Records from a collection
☆ ☆ ☆

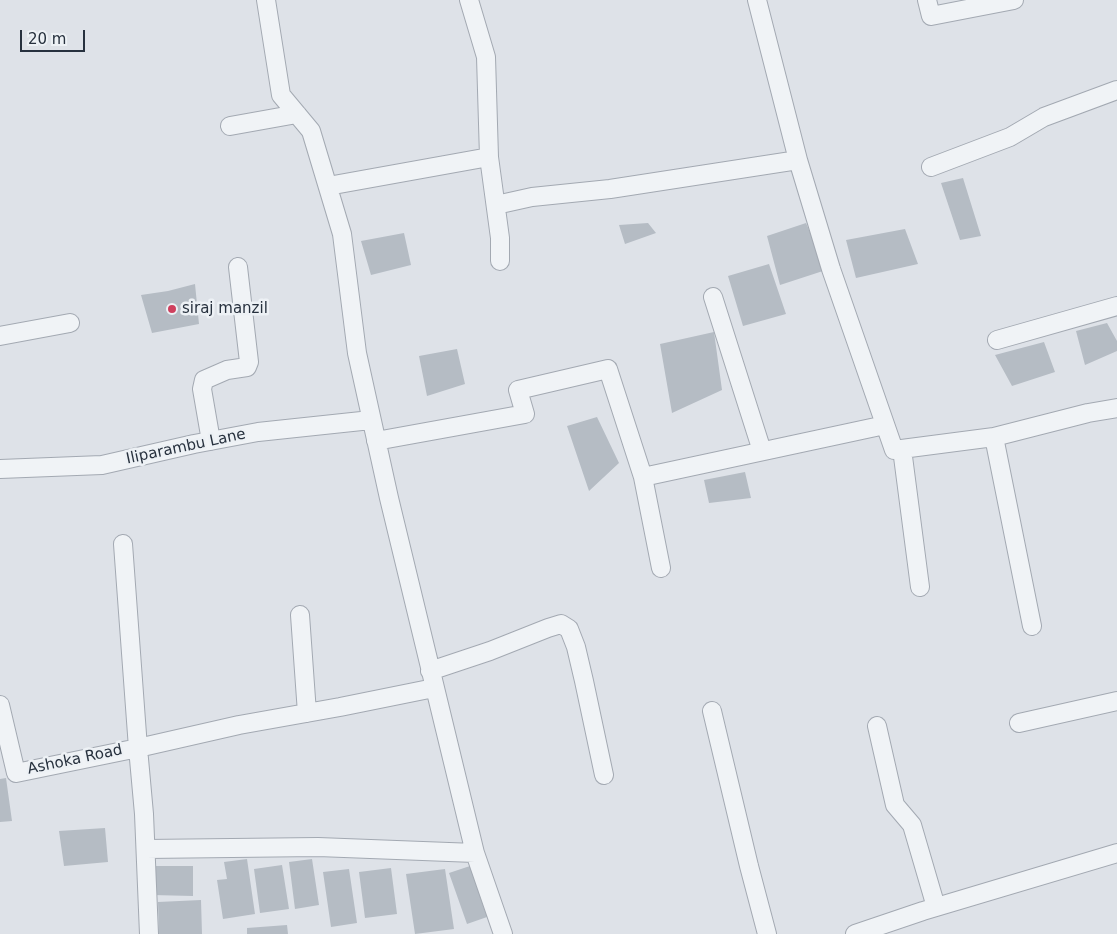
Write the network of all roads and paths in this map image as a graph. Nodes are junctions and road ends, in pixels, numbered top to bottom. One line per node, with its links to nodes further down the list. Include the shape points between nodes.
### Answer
1 (266, 0): 7 (street, via 281,95)
2 (469, 0): 9 (street, via 486,57)
3 (757, 0): 10 (street)
4 (927, 0): 5 (street, via 931,16)
5 (1014, 0)
6 (1117, 90): 11 (street, via 1044,117 1010,137)
7 (297, 114): 8 (street); 12 (street, via 311,131)
8 (230, 126)
9 (489, 157): 12 (street); 13 (street)
10 (798, 160): 13 (street, via 610,189 532,197); 23 (street, via 831,269)
11 (931, 167)
12 (328, 186): 22 (street, via 342,234 357,353)
13 (496, 205): 14 (street)
14 (500, 261)
15 (238, 267): 25 (street, via 249,362 247,367 227,370 204,380 202,389)
16 (713, 297): 28 (street)
17 (1117, 306): 20 (street)
18 (70, 323): 19 (street)
19 (0, 336)
20 (997, 340)
21 (1117, 408): 24 (street)
22 (371, 420): 25 (street, Iliparambu Lane, via 258,432); 26 (street)
23 (885, 424): 27 (street, via 894,450); 28 (street)
24 (994, 437): 27 (street); 35 (street)
25 (211, 441): 29 (street, Iliparambu Lane, via 102,465)
26 (376, 441): 30 (street, via 525,414 518,390 608,369); 36 (street)
27 (902, 449): 33 (street)
28 (762, 451): 30 (street)
29 (0, 469)
30 (643, 477): 32 (street)
31 (123, 544): 43 (street)
32 (661, 568)
33 (920, 587)
34 (300, 615): 40 (street)
35 (1032, 626)
36 (432, 680): 40 (street); 45 (street, via 490,651 561,624 570,629 576,646); 47 (street)
37 (1117, 701): 41 (street)
38 (0, 705): 44 (street, Ashoka Road)
39 (712, 711): 52 (street)
40 (307, 713): 43 (street)
41 (1019, 723)
42 (878, 726): 49 (street, via 895,805 912,825)
43 (138, 748): 44 (street, Ashoka Road); 46 (street, Ashoka Road)
44 (8, 774)
45 (604, 775)
46 (146, 849): 47 (street, via 318,848); 50 (street, Ashoka Road)
47 (475, 853): 51 (street)
48 (1117, 853): 49 (street)
49 (936, 907): 53 (street)
50 (149, 934)
51 (503, 934)
52 (767, 934)
53 (856, 934)

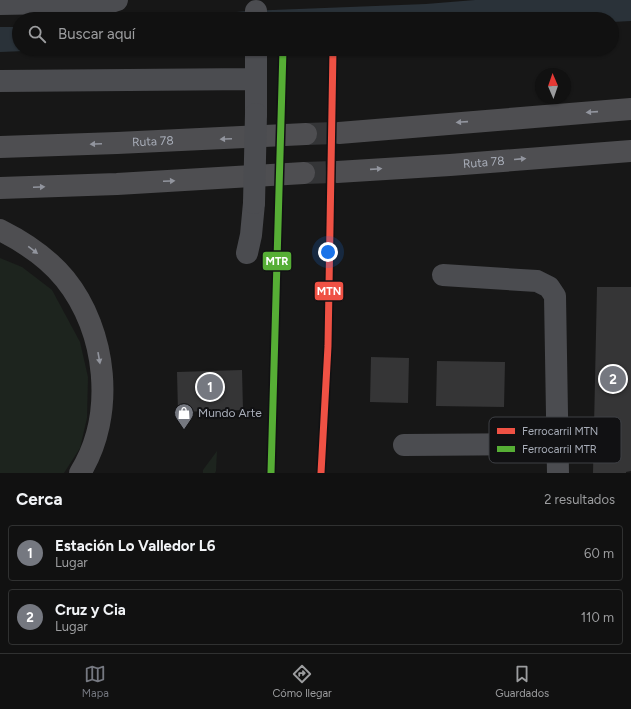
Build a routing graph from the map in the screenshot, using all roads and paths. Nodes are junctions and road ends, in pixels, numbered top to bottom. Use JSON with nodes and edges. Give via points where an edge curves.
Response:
{"nodes":[{"id":1,"x":117,"y":0,"type":"edge"},
{"id":2,"x":0,"y":4,"type":"edge"},
{"id":3,"x":256,"y":56,"type":"edge"},
{"id":4,"x":256,"y":79,"type":"junction"},
{"id":5,"x":0,"y":81,"type":"edge"},
{"id":6,"x":631,"y":109,"type":"edge"},
{"id":7,"x":339,"y":133,"type":"tunnel mouth"},
{"id":8,"x":306,"y":134,"type":"tunnel mouth"},
{"id":9,"x":0,"y":147,"type":"edge"},
{"id":10,"x":631,"y":151,"type":"edge"},
{"id":11,"x":337,"y":172,"type":"tunnel mouth"},
{"id":12,"x":304,"y":173,"type":"tunnel mouth"},
{"id":13,"x":0,"y":188,"type":"edge"},
{"id":14,"x":0,"y":230,"type":"edge"},
{"id":15,"x":247,"y":253,"type":"dead end"},
{"id":16,"x":443,"y":275,"type":"dead end"},
{"id":17,"x":557,"y":417,"type":"edge"},
{"id":18,"x":489,"y":444,"type":"edge"},
{"id":19,"x":404,"y":445,"type":"dead end"},
{"id":20,"x":80,"y":473,"type":"edge"}],
"edges":[{"from":1,"to":2,"type":"lane"},
{"from":3,"to":4,"type":"lane"},
{"from":4,"to":5,"type":"lane"},
{"from":4,"to":15,"type":"lane","bridge":true,"via":[[254,203]]},
{"from":6,"to":7,"type":"highway","one_way":true},
{"from":8,"to":9,"type":"highway","name":"Ruta 78","one_way":true},
{"from":11,"to":10,"type":"highway","name":"Ruta 78","one_way":true},
{"from":13,"to":12,"type":"highway","one_way":true},
{"from":14,"to":20,"type":"highway","one_way":true,"via":[[26,244],[53,266],[75,293],[91,326],[101,373],[101,407],[94,443]]},
{"from":16,"to":17,"type":"lane","via":[[537,281],[549,287],[555,296]]},
{"from":18,"to":19,"type":"lane"}]}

☆ ☆ ☆

TASK DIRECTIONS
Set down the entries above again exactly, minus any image.

ANSWER SPACE
Write the network of all roads and paths in this map image as a graph. Nodes are junctions and road ends, in pixels, numbered top to bottom. One line per node, with its links to nodes further down the list. Include the shape points between nodes.
### Answer
1 (266, 0): 7 (street, via 281,95)
2 (469, 0): 9 (street, via 486,57)
3 (757, 0): 10 (street)
4 (927, 0): 5 (street, via 931,16)
5 (1014, 0)
6 (1117, 90): 11 (street, via 1044,117 1010,137)
7 (297, 114): 8 (street); 12 (street, via 311,131)
8 (230, 126)
9 (489, 157): 12 (street); 13 (street)
10 (798, 160): 13 (street, via 610,189 532,197); 23 (street, via 831,269)
11 (931, 167)
12 (328, 186): 22 (street, via 342,234 357,353)
13 (496, 205): 14 (street)
14 (500, 261)
15 (238, 267): 25 (street, via 249,362 247,367 227,370 204,380 202,389)
16 (713, 297): 28 (street)
17 (1117, 306): 20 (street)
18 (70, 323): 19 (street)
19 (0, 336)
20 (997, 340)
21 (1117, 408): 24 (street)
22 (371, 420): 25 (street, Iliparambu Lane, via 258,432); 26 (street)
23 (885, 424): 27 (street, via 894,450); 28 (street)
24 (994, 437): 27 (street); 35 (street)
25 (211, 441): 29 (street, Iliparambu Lane, via 102,465)
26 (376, 441): 30 (street, via 525,414 518,390 608,369); 36 (street)
27 (902, 449): 33 (street)
28 (762, 451): 30 (street)
29 (0, 469)
30 (643, 477): 32 (street)
31 (123, 544): 43 (street)
32 (661, 568)
33 (920, 587)
34 (300, 615): 40 (street)
35 (1032, 626)
36 (432, 680): 40 (street); 45 (street, via 490,651 561,624 570,629 576,646); 47 (street)
37 (1117, 701): 41 (street)
38 (0, 705): 44 (street, Ashoka Road)
39 (712, 711): 52 (street)
40 (307, 713): 43 (street)
41 (1019, 723)
42 (878, 726): 49 (street, via 895,805 912,825)
43 (138, 748): 44 (street, Ashoka Road); 46 (street, Ashoka Road)
44 (8, 774)
45 (604, 775)
46 (146, 849): 47 (street, via 318,848); 50 (street, Ashoka Road)
47 (475, 853): 51 (street)
48 (1117, 853): 49 (street)
49 (936, 907): 53 (street)
50 (149, 934)
51 (503, 934)
52 (767, 934)
53 (856, 934)

Build a routing graph from the map in the screenshot, using all roads and paths. Nodes are junctions and road ends, in pixels, numbered top to bottom. Use JSON with nodes and edges. Give via points where an edge curves.
Response:
{"nodes":[{"id":1,"x":117,"y":0,"type":"edge"},
{"id":2,"x":0,"y":4,"type":"edge"},
{"id":3,"x":256,"y":56,"type":"edge"},
{"id":4,"x":256,"y":79,"type":"junction"},
{"id":5,"x":0,"y":81,"type":"edge"},
{"id":6,"x":631,"y":109,"type":"edge"},
{"id":7,"x":339,"y":133,"type":"tunnel mouth"},
{"id":8,"x":306,"y":134,"type":"tunnel mouth"},
{"id":9,"x":0,"y":147,"type":"edge"},
{"id":10,"x":631,"y":151,"type":"edge"},
{"id":11,"x":337,"y":172,"type":"tunnel mouth"},
{"id":12,"x":304,"y":173,"type":"tunnel mouth"},
{"id":13,"x":0,"y":188,"type":"edge"},
{"id":14,"x":0,"y":230,"type":"edge"},
{"id":15,"x":247,"y":253,"type":"dead end"},
{"id":16,"x":443,"y":275,"type":"dead end"},
{"id":17,"x":557,"y":417,"type":"edge"},
{"id":18,"x":489,"y":444,"type":"edge"},
{"id":19,"x":404,"y":445,"type":"dead end"},
{"id":20,"x":80,"y":473,"type":"edge"}],
"edges":[{"from":1,"to":2,"type":"lane"},
{"from":3,"to":4,"type":"lane"},
{"from":4,"to":5,"type":"lane"},
{"from":4,"to":15,"type":"lane","bridge":true,"via":[[254,203]]},
{"from":6,"to":7,"type":"highway","one_way":true},
{"from":8,"to":9,"type":"highway","name":"Ruta 78","one_way":true},
{"from":11,"to":10,"type":"highway","name":"Ruta 78","one_way":true},
{"from":13,"to":12,"type":"highway","one_way":true},
{"from":14,"to":20,"type":"highway","one_way":true,"via":[[26,244],[53,266],[75,293],[91,326],[101,373],[101,407],[94,443]]},
{"from":16,"to":17,"type":"lane","via":[[537,281],[549,287],[555,296]]},
{"from":18,"to":19,"type":"lane"}]}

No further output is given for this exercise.